Subscribe
About

Ster-Kinekor to lay off 236 employees

Samuel Mungadze
By Samuel Mungadze, Africa editor
Johannesburg, 16 Apr 2024
Ster-Kinekor says attendance at its theatres has declined significantly in recent months.
Ster-Kinekor says attendance at its theatres has declined significantly in recent months.

Ster-Kinekor, one of South Africa's oldest movie theatres, is preparing to lay off 236 people, as operational issues hit the company.

It acknowledged today that it had issued a Section 189(3) notice, to trim its workforce. The company currently employs 728 people.

The affected departments are the CEO's office, marketing, sales, human capital, information technology, business operations, content, finance, head office, regional operations and cinemas.
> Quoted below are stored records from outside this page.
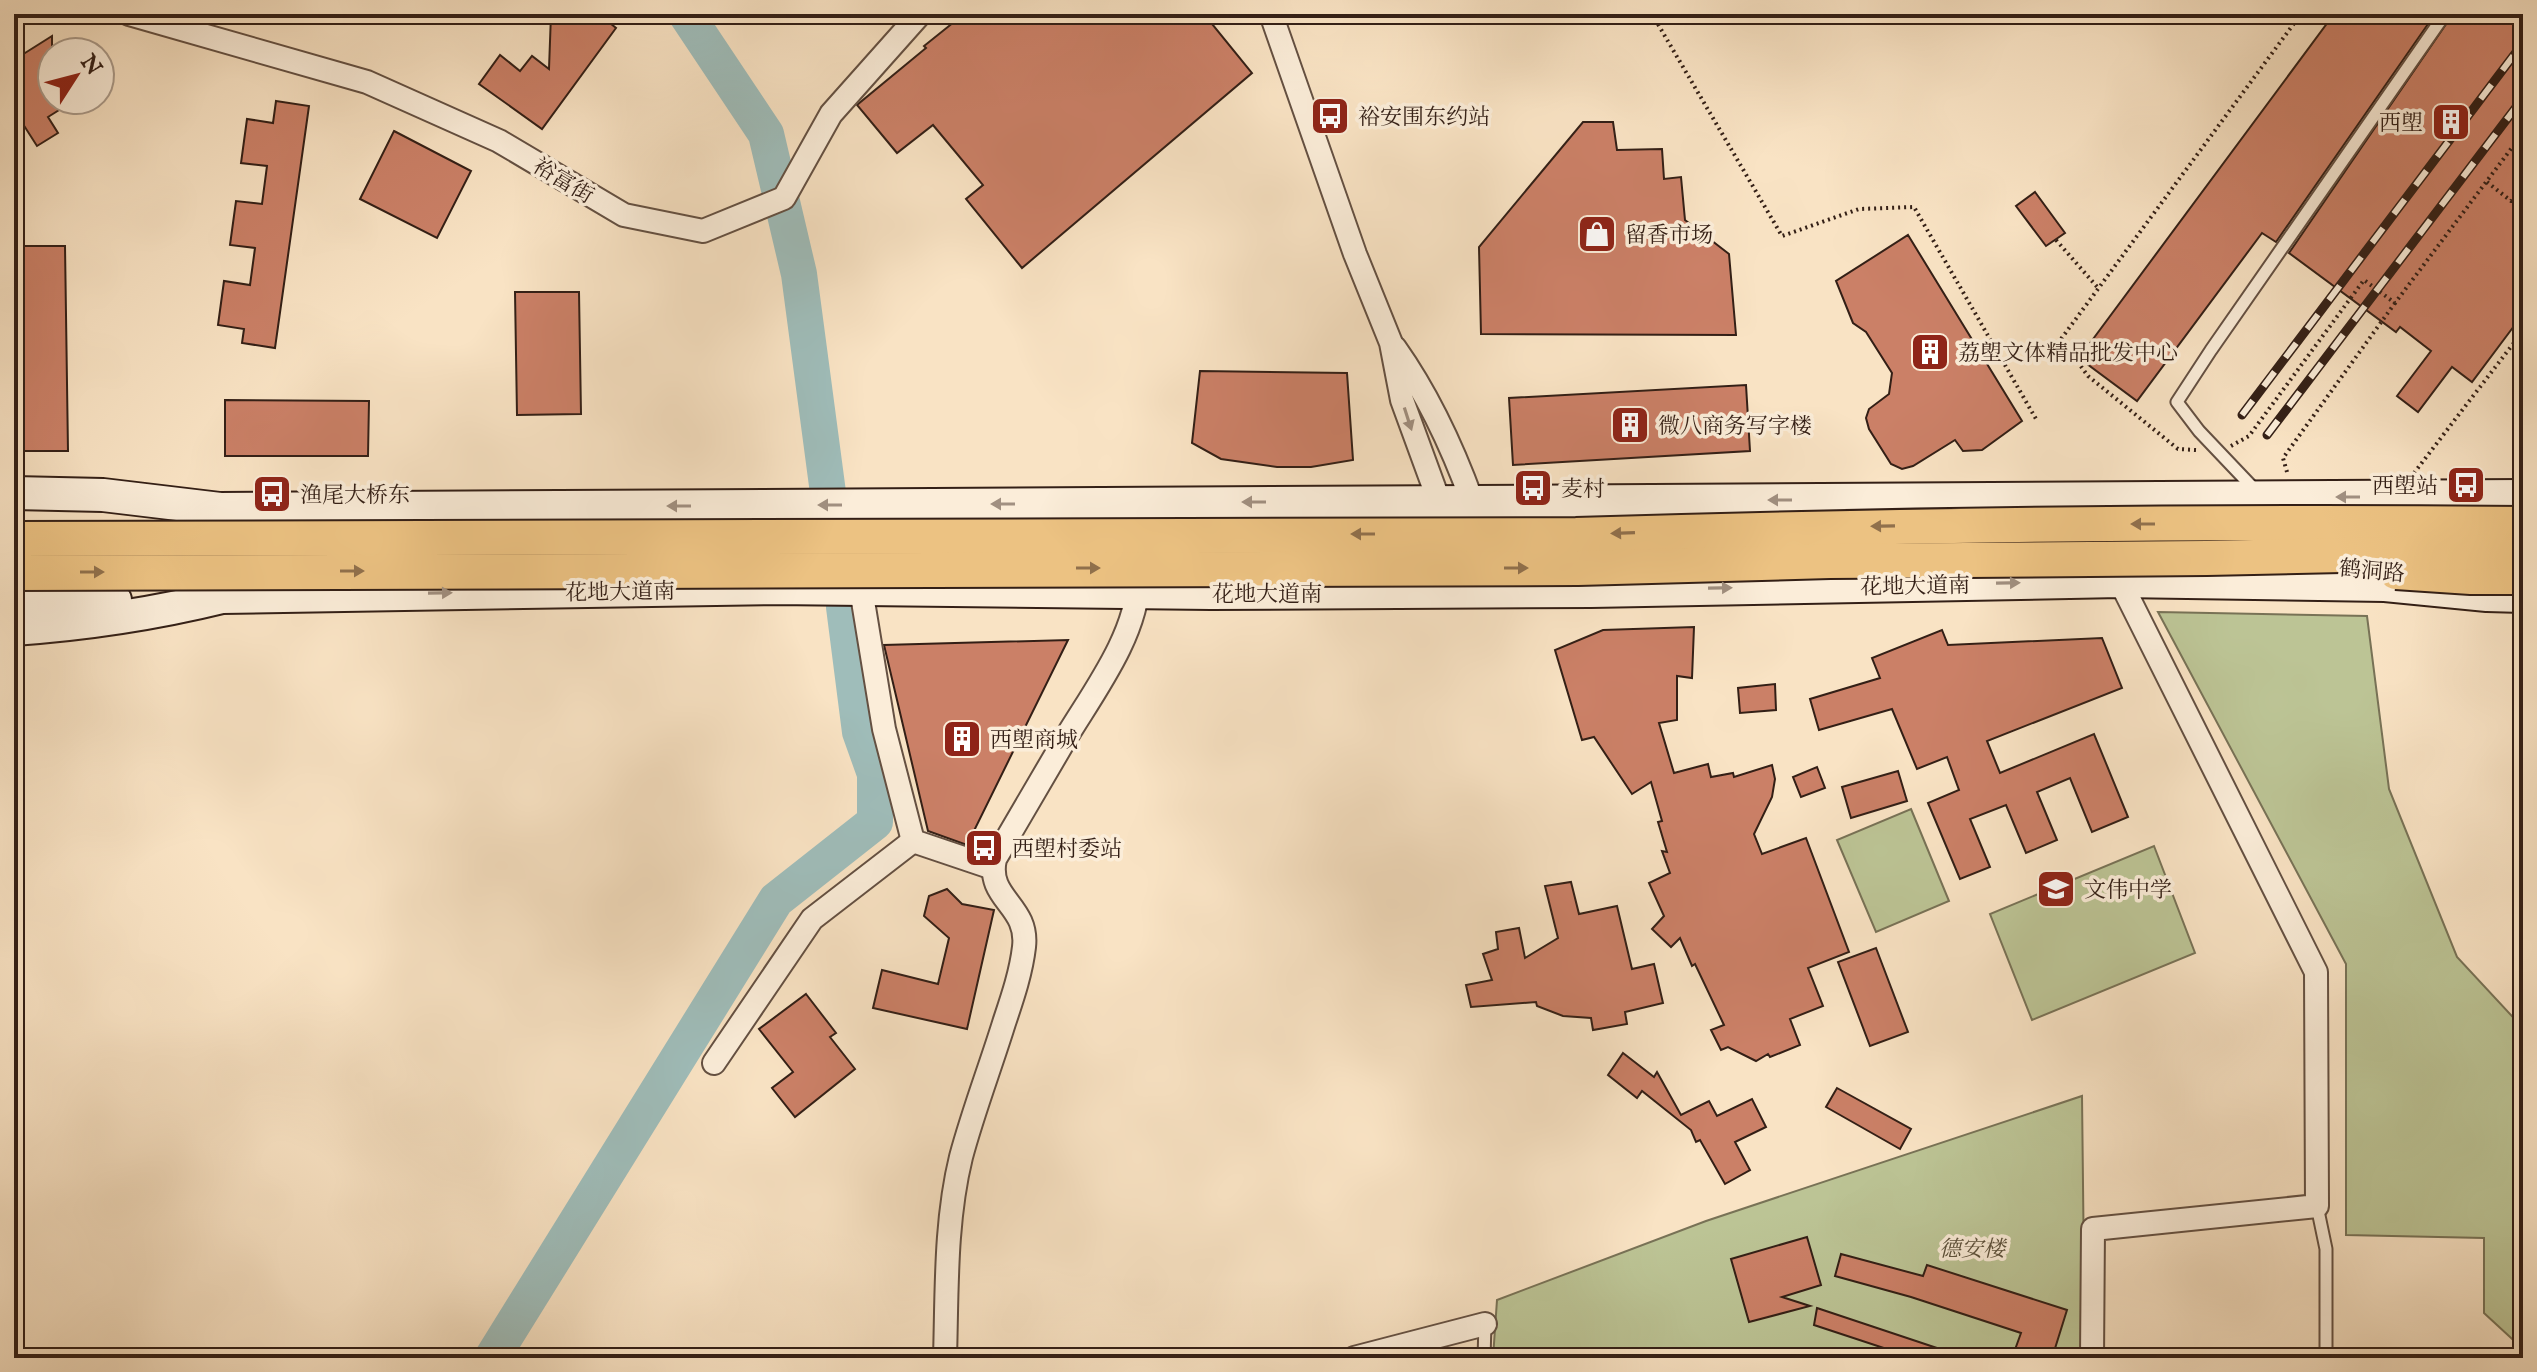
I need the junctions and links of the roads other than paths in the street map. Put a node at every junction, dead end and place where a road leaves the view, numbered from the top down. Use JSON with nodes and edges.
{"nodes":[{"id":1,"x":129,"y":14,"type":"edge"},
{"id":2,"x":920,"y":14,"type":"edge"},
{"id":3,"x":1271,"y":14,"type":"edge"},
{"id":4,"x":2445,"y":14,"type":"edge"},
{"id":5,"x":1391,"y":343,"type":"junction"},
{"id":6,"x":14,"y":493,"type":"edge"},
{"id":7,"x":2483,"y":496,"type":"junction"},
{"id":8,"x":2523,"y":496,"type":"edge"},
{"id":9,"x":2262,"y":497,"type":"junction"},
{"id":10,"x":2410,"y":497,"type":"junction"},
{"id":11,"x":1439,"y":501,"type":"junction"},
{"id":12,"x":1472,"y":501,"type":"junction"},
{"id":13,"x":1137,"y":503,"type":"junction"},
{"id":14,"x":220,"y":509,"type":"junction"},
{"id":15,"x":14,"y":512,"type":"edge"},
{"id":16,"x":2523,"y":524,"type":"edge"},
{"id":17,"x":14,"y":539,"type":"edge"},
{"id":18,"x":2523,"y":550,"type":"edge"},
{"id":19,"x":2220,"y":557,"type":"junction"},
{"id":20,"x":14,"y":573,"type":"edge"},
{"id":21,"x":2523,"y":577,"type":"edge"},
{"id":22,"x":2120,"y":581,"type":"junction"},
{"id":23,"x":861,"y":589,"type":"junction"},
{"id":24,"x":1138,"y":592,"type":"junction"},
{"id":25,"x":1473,"y":592,"type":"junction"},
{"id":26,"x":2487,"y":595,"type":"junction"},
{"id":27,"x":2523,"y":596,"type":"edge"},
{"id":28,"x":222,"y":597,"type":"junction"},
{"id":29,"x":14,"y":602,"type":"edge"},
{"id":30,"x":14,"y":629,"type":"edge"},
{"id":31,"x":913,"y":841,"type":"junction"},
{"id":32,"x":993,"y":868,"type":"junction"},
{"id":33,"x":714,"y":1063,"type":"dead end"},
{"id":34,"x":2317,"y":1206,"type":"junction"},
{"id":35,"x":1485,"y":1324,"type":"joint"},
{"id":36,"x":945,"y":1358,"type":"edge"},
{"id":37,"x":1354,"y":1358,"type":"edge"},
{"id":38,"x":1484,"y":1358,"type":"edge"},
{"id":39,"x":2092,"y":1358,"type":"edge"},
{"id":40,"x":2326,"y":1358,"type":"edge"}],
"edges":[{"from":1,"to":2,"type":"street","name":"裕富街"},
{"from":3,"to":5,"type":"street"},
{"from":4,"to":9,"type":"lane"},
{"from":5,"to":11,"type":"street","one_way":true},
{"from":5,"to":12,"type":"street"},
{"from":6,"to":14,"type":"main road"},
{"from":7,"to":8,"type":"main road"},
{"from":7,"to":10,"type":"main road"},
{"from":7,"to":18,"type":"street","name":"花地大道南"},
{"from":10,"to":9,"type":"main road","one_way":true},
{"from":9,"to":12,"type":"main road","one_way":true},
{"from":10,"to":26,"type":"main road"},
{"from":11,"to":12,"type":"main road"},
{"from":11,"to":13,"type":"main road","one_way":true},
{"from":11,"to":25,"type":"street"},
{"from":12,"to":25,"type":"street"},
{"from":13,"to":14,"type":"main road","one_way":true},
{"from":13,"to":24,"type":"street"},
{"from":14,"to":15,"type":"main road"},
{"from":16,"to":17,"type":"main road","one_way":true,"bridge":true},
{"from":18,"to":19,"type":"main road","name":"花地大道南","bridge":true},
{"from":20,"to":19,"type":"main road","name":"花地大道南","one_way":true,"bridge":true},
{"from":19,"to":21,"type":"main road","name":"鹤洞路","bridge":true},
{"from":25,"to":22,"type":"main road","name":"花地大道南","one_way":true},
{"from":22,"to":26,"type":"main road","name":"花地大道南"},
{"from":22,"to":34,"type":"street"},
{"from":23,"to":24,"type":"main road","name":"花地大道南"},
{"from":28,"to":23,"type":"main road","name":"花地大道南","one_way":true},
{"from":23,"to":31,"type":"street"},
{"from":24,"to":25,"type":"main road","name":"花地大道南"},
{"from":24,"to":32,"type":"street"},
{"from":26,"to":27,"type":"main road","name":"花地大道南"},
{"from":28,"to":29,"type":"main road"},
{"from":28,"to":30,"type":"main road","name":"花地大道南"},
{"from":31,"to":32,"type":"street"},
{"from":31,"to":33,"type":"street"},
{"from":32,"to":36,"type":"street"},
{"from":34,"to":39,"type":"street"},
{"from":34,"to":40,"type":"lane"},
{"from":35,"to":37,"type":"street"},
{"from":35,"to":38,"type":"lane"}]}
The planned redundancies by Ster-Kinekor come as the online video streaming market has seen exponential growth in recent years, with platforms such as Netflix, Amazon Prime Video, Disney+ and Apple TV+ expanding their services to emerging markets like South Africa.
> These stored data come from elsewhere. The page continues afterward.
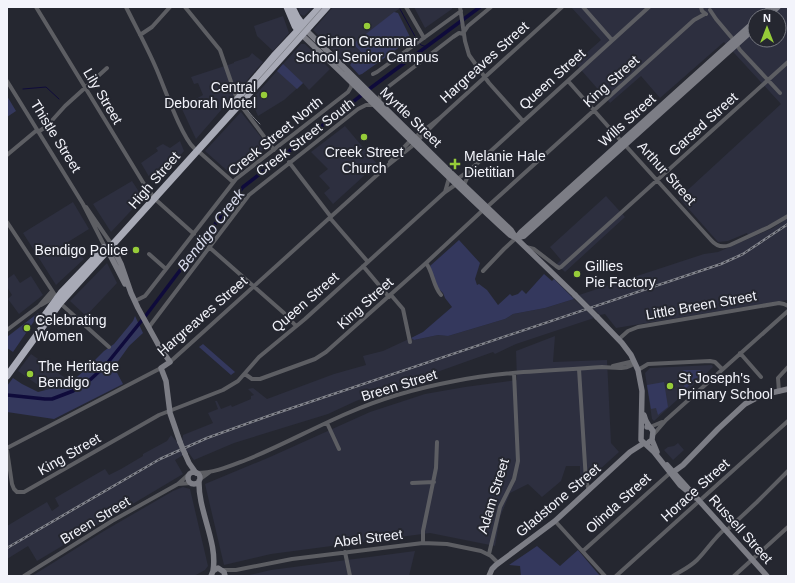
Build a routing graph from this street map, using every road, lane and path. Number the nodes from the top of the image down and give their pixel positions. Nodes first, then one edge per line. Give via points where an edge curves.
1 (36, 7) edge
2 (126, 7) edge
3 (170, 7) edge
4 (185, 7) edge
5 (287, 7) edge
6 (292, 7) edge
7 (320, 7) edge
8 (327, 7) edge
9 (406, 7) edge
10 (491, 7) edge
11 (562, 7) edge
12 (649, 7) edge
13 (585, 8) edge
14 (701, 8) edge
15 (710, 8) edge
16 (461, 11) edge
17 (706, 14) junction
18 (696, 19) junction
19 (716, 19) junction
20 (302, 30) junction
21 (747, 32) edge
22 (464, 33) junction
23 (140, 35) junction
24 (424, 38) junction
25 (612, 40) junction
26 (735, 43) junction
27 (788, 62) edge
28 (107, 68) dead end
29 (372, 74) dead end
30 (485, 77) junction
31 (568, 80) junction
32 (768, 80) junction
33 (7, 82) edge
34 (352, 82) junction
35 (85, 87) junction
36 (361, 88) junction
37 (780, 93) dead end
38 (241, 99) junction
39 (378, 104) junction
40 (594, 110) junction
41 (523, 121) junction
42 (38, 131) junction
43 (414, 141) junction
44 (623, 143) junction
45 (196, 149) junction
46 (274, 150) junction
47 (7, 155) edge
48 (289, 162) junction
49 (471, 169) junction
50 (657, 181) junction
51 (233, 182) junction
52 (457, 182) junction
53 (445, 192) junction
54 (153, 197) junction
55 (485, 209) junction
56 (788, 216) edge
57 (330, 217) junction
58 (7, 222) edge
59 (194, 234) junction
60 (516, 238) junction
61 (109, 247) junction
62 (209, 247) junction
63 (525, 247) junction
64 (149, 254) dead end
65 (368, 262) junction
66 (426, 264) junction
67 (363, 266) junction
68 (166, 269) junction
69 (483, 271) dead end
70 (254, 287) junction
71 (441, 295) dead end
72 (390, 296) junction
73 (56, 297) junction
74 (135, 301) junction
75 (41, 305) junction
76 (788, 306) edge
77 (788, 310) edge
78 (48, 311) junction
79 (296, 326) junction
80 (149, 327) junction
81 (7, 330) edge
82 (619, 339) junction
83 (410, 342) dead end
84 (109, 347) dead end
85 (740, 353) junction
86 (170, 362) junction
87 (634, 362) junction
88 (788, 367) edge
89 (161, 368) junction
90 (579, 369) junction
91 (722, 369) junction
92 (7, 370) edge
93 (638, 370) junction
94 (514, 373) junction
95 (245, 374) junction
96 (7, 376) edge
97 (761, 377) dead end
98 (788, 389) edge
99 (779, 392) junction
100 (641, 398) junction
101 (170, 410) junction
102 (666, 420) junction
103 (788, 421) edge
104 (327, 423) junction
105 (650, 427) junction
106 (641, 433) junction
107 (653, 437) junction
108 (437, 442) dead end
109 (645, 443) junction
110 (7, 449) edge
111 (340, 449) dead end
112 (630, 452) junction
113 (189, 462) junction
114 (788, 471) edge
115 (210, 472) junction
116 (672, 472) junction
117 (196, 473) junction
118 (188, 475) junction
119 (199, 480) junction
120 (434, 482) junction
121 (191, 483) junction
122 (412, 483) dead end
123 (178, 484) junction
124 (589, 490) junction
125 (199, 495) junction
126 (698, 499) junction
127 (555, 521) junction
128 (788, 527) edge
129 (725, 530) junction
130 (424, 543) junction
131 (582, 551) junction
132 (346, 552) junction
133 (213, 554) junction
134 (488, 554) junction
135 (752, 560) junction
136 (498, 563) junction
137 (222, 569) junction
138 (236, 570) junction
139 (210, 574) edge
140 (24, 576) edge
141 (225, 576) edge
142 (350, 576) edge
143 (489, 576) edge
144 (605, 576) edge
145 (616, 576) edge
146 (673, 576) edge
147 (734, 576) edge
148 (767, 576) edge

1 - 35 street, Lily Street
2 - 23 street
3 - 23 street
4 - 38 street via 220,50 234,92
5 - 20 highway
6 - 20 highway
7 - 20 highway, High Street
8 - 20 highway, High Street
9 - 24 street
10 - 22 street via 468,26
11 - 30 street, Hargreaves Street
12 - 25 street, Queen Street
13 - 25 street
14 - 17 street
14 - 18 street, King Street
15 - 17 street, King Street
15 - 19 street
16 - 22 street
16 - 24 street
17 - 18 street, King Street
17 - 19 street
18 - 40 street, King Street
19 - 26 street
20 - 34 main road, Myrtle Street
20 - 36 main road, Myrtle Street
20 - 38 highway, High Street
21 - 26 main road, Wills Street
22 - 30 street via 469,54
22 - 39 street via 453,37 384,90
23 - 45 street via 189,142
24 - 29 street
25 - 31 street, Queen Street
26 - 32 street
26 - 44 main road, Wills Street
27 - 32 street, Garsed Street
28 - 35 street
30 - 41 street
30 - 43 street, Hargreaves Street
31 - 40 street, Arthur Street
31 - 41 street, Queen Street
32 - 37 street
32 - 50 street, Garsed Street
33 - 42 street, Thistle Street
34 - 36 main road, Myrtle Street
34 - 46 street, Creek Street North via 348,92
35 - 42 street via 48,125
35 - 54 street, Lily Street
36 - 39 main road, Myrtle Street
38 - 45 highway, High Street
38 - 46 street
39 - 43 main road, Myrtle Street
39 - 48 street, Creek Street South via 367,104 360,108
40 - 44 street, Arthur Street
40 - 55 street, King Street
41 - 49 street, Queen Street
42 - 47 street
42 - 61 street, Thistle Street
43 - 52 main road, Myrtle Street
43 - 57 street, Hargreaves Street
44 - 50 street, Arthur Street
44 - 60 main road, Wills Street via 524,236
45 - 51 street
45 - 54 highway, High Street
46 - 51 street, Creek Street North
48 - 57 street
48 - 62 street, Creek Street South via 249,195
49 - 52 street, Queen Street
49 - 52 street, Queen Street
50 - 56 street, Arthur Street via 713,242 723,247 772,226
50 - 63 street, Garsed Street via 561,267 533,248
51 - 59 street, Creek Street North
52 - 53 street, Queen Street
52 - 53 street, Queen Street
52 - 55 main road, Myrtle Street
53 - 65 street, Queen Street
54 - 59 street, Lily Street
54 - 61 highway, High Street
55 - 60 main road, Myrtle Street
55 - 66 street, King Street
57 - 65 street
57 - 70 street, Hargreaves Street
58 - 73 street
59 - 68 street, Creek Street North
60 - 63 main road, Myrtle Street
60 - 69 street, Wills Street
61 - 73 highway, High Street
61 - 74 main road, Thistle Street
62 - 70 street
62 - 80 street, Creek Street South
63 - 82 main road, Myrtle Street, bridge
64 - 68 street
65 - 67 street, Queen Street
66 - 71 street
66 - 72 street, King Street
67 - 72 street
67 - 79 street, Queen Street
68 - 74 street, Creek Street North via 147,294
70 - 79 street
70 - 86 street, Hargreaves Street
72 - 83 street via 403,308
72 - 95 street, King Street via 320,356 260,379 251,379
73 - 75 street
73 - 78 highway, High Street
73 - 84 street
73 - 96 highway, High Street
74 - 80 main road, Thistle Street
75 - 78 street via 46,306
75 - 81 street
76 - 82 street, Little Breen Street via 779,303 641,326 628,331
77 - 85 street
78 - 92 highway, High Street
79 - 95 street, Queen Street via 259,357
80 - 86 main road, Thistle Street
82 - 87 main road, Myrtle Street
85 - 91 street
85 - 97 street
86 - 89 main road, Hargreaves Street
87 - 90 street, Breen Street
87 - 93 main road, Myrtle Street
87 - 100 main road, Myrtle Street
88 - 99 street via 778,378
89 - 101 main road via 166,381
89 - 110 street, Hargreaves Street
90 - 94 street, Breen Street
90 - 124 street via 586,481
91 - 93 street via 710,361 648,364
91 - 102 street
93 - 100 main road, Myrtle Street
94 - 104 street, Breen Street via 468,378 406,392
94 - 134 street, Adam Street via 518,461 514,479 500,507
95 - 101 street, Queen Street via 223,390
98 - 99 main road, Olinda Street
99 - 116 main road, Olinda Street via 757,400 747,407
100 - 105 main road, Myrtle Street via 646,421
100 - 106 main road, Myrtle Street
101 - 110 street, King Street via 155,416 24,492 17,492 13,487
101 - 113 main road, bridge
102 - 105 street
102 - 107 street
103 - 126 street, Horace Street
104 - 111 street
104 - 115 street, Breen Street via 268,451
105 - 106 main road via 644,428
105 - 107 main road, Myrtle Street via 653,430
106 - 109 main road, Russell Street
106 - 112 main road, Gladstone Street
107 - 109 main road, Gladstone Street
107 - 116 main road, Russell Street via 658,453
108 - 120 street
109 - 112 main road, Gladstone Street
109 - 116 main road, Russell Street
112 - 124 main road, Gladstone Street
113 - 117 main road
113 - 118 main road
114 - 129 street
115 - 117 street, Breen Street
115 - 119 street, Breen Street
116 - 126 main road, Russell Street
116 - 131 street, Olinda Street
117 - 118 main road
117 - 119 main road
118 - 121 main road
118 - 123 street, Breen Street
119 - 121 main road via 197,483
119 - 125 main road
120 - 122 street
120 - 130 street
121 - 123 street, Breen Street
121 - 125 main road
123 - 140 street, Breen Street via 112,521
124 - 127 main road, Gladstone Street
125 - 133 main road
126 - 129 main road, Russell Street
126 - 145 street, Horace Street
127 - 131 street
127 - 136 main road, Gladstone Street
128 - 135 street
129 - 135 main road, Russell Street
129 - 146 street via 715,537 694,563
130 - 132 street, Abel Street
130 - 134 street, Abel Street via 453,545
131 - 144 street
132 - 138 street, Abel Street via 276,561
132 - 142 street
133 - 137 main road
133 - 139 main road
134 - 136 street, Abel Street
135 - 147 street
135 - 148 main road, Russell Street
136 - 143 main road
137 - 138 street, Abel Street
137 - 139 main road via 216,568
137 - 141 main road
138 - 141 street, Abel Street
Ster-Kinekor, which is now managed by UK-based Blantyre Capital and Greenpoint Capital, states that attendance at its theatres had declined significantly in recent months.

“This is largely as a result of a challenging economic environment, prolonged and more intense load-shedding, as well as the impact of the Hollywood actors’ and writers’ strikes, where content scheduled for release in 2023 and 2024 has been moved out to 2025,” Ster-Kinekor says.

It adds: “As these are forces largely out of the business’s control and the financial impact is likely to endure for some time, Ster-Kinekor Theatres has had to review its cost structure to ensure the continued survival and sustainability of its business.”

Ster-Kinekor says it is committed to complying with all the legal requirements, and will ensure employees are kept abreast of all developments throughout the Section 189 process as it progresses.

Battle for jobs

However, the employees, in statement, disagree with the company, saying claims of power interruptions as a key reason for the lay-offs are unfounded because “75% of Ster-Kinekor's cinemas have generators, and CEO Mark Sardi publicly declared last year that the company considers the effects of power shortages on its operations to be temporary”.

The Ster-Kinekor employees who spoke with ITWeb did not want to be identified for fear of retribution from their employer.

On Ster-Kinekor pointing to the Hollywood strikes as another factor in the anticipated retrenchments, the employees say: “We are of the opinion that the role of the Hollywood strikes may have been particularly over-emphasised on Ster-Kinekor's part – the strikes are over.”

The Hollywood writers' and screen actors' guilds went on strike in the middle of last year, owing largely to studios and production houses' increased push to distribute content via streaming, as well as the advancement of artificial intelligence and its impact on intellectual property rights.

“The writers' strike ended at the end of September last year, while the actors’ strike ended in early November last year,” say Ster-Kinekor employees.

According to the employees, the question at hand now is whether the proposed retrenchments indeed arise from the “operational requirements” of the company.

Blantyre Capital and Greenpoint Capital acquired Ster-Kinekor in 2022 with a R250 million financing facility.

The facility was intended to fund future operations, allow the exit of business rescue, and refinance the current capital structure.

According to the employees, one of the conditions imposed by the Competition Commission was that "the merging parties shall not retrench any employees as a result of the merger for a period of 36 months from the implementation date".

On this, the employees say: “We believe that regardless of whether the merging parties violate the aforementioned employment condition, the job losses may effectively mean that the company is, in fact, unable to comply with many of the other conditions, which would need to be reconsidered, amended and re-agreed upon by the company with the commission.”

They add: “We require the following information: When did Ster-Kinekor management initially mention lay-offs and cinema closures? What is the breakdown of skilled and unskilled personnel planned for retrenchment? What is the race breakdown of the personnel proposed for retrenchment?

“Finally, what is the gender breakdown of the employees proposed for retrenchment? Why are there no retrenchments at the highest management level? Also, do executive and non-executive directors receive fees for their board positions, and if so, will those amounts be reduced?”